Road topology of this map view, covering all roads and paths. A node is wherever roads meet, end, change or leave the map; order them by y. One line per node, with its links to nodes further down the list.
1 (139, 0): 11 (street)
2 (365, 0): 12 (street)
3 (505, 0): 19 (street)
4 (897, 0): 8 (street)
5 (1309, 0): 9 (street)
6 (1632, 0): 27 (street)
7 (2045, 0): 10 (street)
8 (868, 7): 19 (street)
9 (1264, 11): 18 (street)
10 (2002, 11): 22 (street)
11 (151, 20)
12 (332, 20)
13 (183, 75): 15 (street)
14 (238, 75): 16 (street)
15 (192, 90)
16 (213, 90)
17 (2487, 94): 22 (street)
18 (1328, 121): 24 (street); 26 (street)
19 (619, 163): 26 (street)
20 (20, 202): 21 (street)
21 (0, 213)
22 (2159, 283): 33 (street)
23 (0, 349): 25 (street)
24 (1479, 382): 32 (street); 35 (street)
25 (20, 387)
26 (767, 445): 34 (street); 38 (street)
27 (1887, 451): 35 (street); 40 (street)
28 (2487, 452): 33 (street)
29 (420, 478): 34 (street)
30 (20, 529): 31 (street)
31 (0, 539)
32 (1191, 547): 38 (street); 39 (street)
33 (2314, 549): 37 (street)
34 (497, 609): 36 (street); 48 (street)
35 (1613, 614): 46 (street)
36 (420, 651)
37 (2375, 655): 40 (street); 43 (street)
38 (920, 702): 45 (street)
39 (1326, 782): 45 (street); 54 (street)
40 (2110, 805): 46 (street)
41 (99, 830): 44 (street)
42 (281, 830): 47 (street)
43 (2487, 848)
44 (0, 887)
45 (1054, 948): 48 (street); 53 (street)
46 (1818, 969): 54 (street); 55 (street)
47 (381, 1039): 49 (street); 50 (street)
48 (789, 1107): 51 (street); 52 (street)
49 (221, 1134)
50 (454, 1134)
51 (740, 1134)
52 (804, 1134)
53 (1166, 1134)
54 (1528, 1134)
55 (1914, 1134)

------------------------------

Exercise directions:
Repeat back the material above verbatim, including every line.

Solution for this task:
Road topology of this map view, covering all roads and paths. A node is wherever roads meet, end, change or leave the map; order them by y. One line per node, with its links to nodes further down the list.
1 (139, 0): 11 (street)
2 (365, 0): 12 (street)
3 (505, 0): 19 (street)
4 (897, 0): 8 (street)
5 (1309, 0): 9 (street)
6 (1632, 0): 27 (street)
7 (2045, 0): 10 (street)
8 (868, 7): 19 (street)
9 (1264, 11): 18 (street)
10 (2002, 11): 22 (street)
11 (151, 20)
12 (332, 20)
13 (183, 75): 15 (street)
14 (238, 75): 16 (street)
15 (192, 90)
16 (213, 90)
17 (2487, 94): 22 (street)
18 (1328, 121): 24 (street); 26 (street)
19 (619, 163): 26 (street)
20 (20, 202): 21 (street)
21 (0, 213)
22 (2159, 283): 33 (street)
23 (0, 349): 25 (street)
24 (1479, 382): 32 (street); 35 (street)
25 (20, 387)
26 (767, 445): 34 (street); 38 (street)
27 (1887, 451): 35 (street); 40 (street)
28 (2487, 452): 33 (street)
29 (420, 478): 34 (street)
30 (20, 529): 31 (street)
31 (0, 539)
32 (1191, 547): 38 (street); 39 (street)
33 (2314, 549): 37 (street)
34 (497, 609): 36 (street); 48 (street)
35 (1613, 614): 46 (street)
36 (420, 651)
37 (2375, 655): 40 (street); 43 (street)
38 (920, 702): 45 (street)
39 (1326, 782): 45 (street); 54 (street)
40 (2110, 805): 46 (street)
41 (99, 830): 44 (street)
42 (281, 830): 47 (street)
43 (2487, 848)
44 (0, 887)
45 (1054, 948): 48 (street); 53 (street)
46 (1818, 969): 54 (street); 55 (street)
47 (381, 1039): 49 (street); 50 (street)
48 (789, 1107): 51 (street); 52 (street)
49 (221, 1134)
50 (454, 1134)
51 (740, 1134)
52 (804, 1134)
53 (1166, 1134)
54 (1528, 1134)
55 (1914, 1134)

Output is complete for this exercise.